Visiting Author Delivers Passionate Account of Holocaust Survivors
EvCC’s Humanities Alliance welcomed guest speaker and author, Karen Treiger, from the Holocaust Center for Humanity, on April 17.
Treiger was a Seattle attorney for 18 years before ultimately leaving her practice to write the story of her in-laws, who were both Holocaust survivors.
“I was very concerned their story would die with them,” said Treiger. She said it was in danger of becoming like a game of telephone. She knew exactly what would happen to the stories if they weren’t preserved, and said it would only get worse as the generations “went on.”
With her youngest child leaving for college, and an empty nest in sight, she saw her chance to help the story survive. She thought, “If I’m going to do this, I’m going to do this now.”

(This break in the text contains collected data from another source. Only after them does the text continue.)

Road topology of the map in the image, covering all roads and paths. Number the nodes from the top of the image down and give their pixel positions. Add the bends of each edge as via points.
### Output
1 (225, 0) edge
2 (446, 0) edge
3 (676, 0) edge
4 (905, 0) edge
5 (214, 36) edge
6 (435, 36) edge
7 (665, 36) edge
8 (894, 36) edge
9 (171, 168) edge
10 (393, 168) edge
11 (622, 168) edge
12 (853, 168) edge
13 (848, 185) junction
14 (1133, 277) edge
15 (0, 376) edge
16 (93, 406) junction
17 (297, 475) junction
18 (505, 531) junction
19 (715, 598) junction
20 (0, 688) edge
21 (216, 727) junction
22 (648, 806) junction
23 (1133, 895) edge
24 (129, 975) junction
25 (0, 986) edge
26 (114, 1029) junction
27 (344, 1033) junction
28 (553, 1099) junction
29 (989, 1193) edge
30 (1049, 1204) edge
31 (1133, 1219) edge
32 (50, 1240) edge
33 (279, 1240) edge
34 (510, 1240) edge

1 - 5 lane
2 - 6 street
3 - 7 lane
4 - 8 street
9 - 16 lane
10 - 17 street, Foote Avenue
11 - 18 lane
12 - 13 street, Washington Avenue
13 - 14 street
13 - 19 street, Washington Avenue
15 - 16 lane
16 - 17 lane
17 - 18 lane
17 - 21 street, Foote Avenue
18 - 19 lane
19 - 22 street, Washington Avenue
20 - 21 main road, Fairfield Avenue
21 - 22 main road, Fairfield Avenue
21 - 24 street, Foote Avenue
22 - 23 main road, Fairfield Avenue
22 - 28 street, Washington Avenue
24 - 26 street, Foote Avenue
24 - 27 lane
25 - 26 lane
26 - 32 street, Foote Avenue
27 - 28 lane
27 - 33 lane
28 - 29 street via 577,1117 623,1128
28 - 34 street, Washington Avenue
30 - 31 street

So, Treiger set out on a journey of discovery and spent three years researching the story of Sam and Esther Goldberg. Her efforts culminated in her book, “My Soul is Filled with Joy: A Holocaust Story,” published in 2018.
In her speech on Wednesday, titled, “Sam & Esther: Escape, Rescue & Resilience,” she took the audience on a journey with the young Goldbergs through Nazi-invaded Poland, death camps and hiding places including a forest, a pit and an orchard with a “family of righteous gentiles.”
Sam and Esther’s story played out like a riveting movie, reminding the audience of the horrors endured by so many millions, and the kindness and bravery of those willing to risk everything to protect them.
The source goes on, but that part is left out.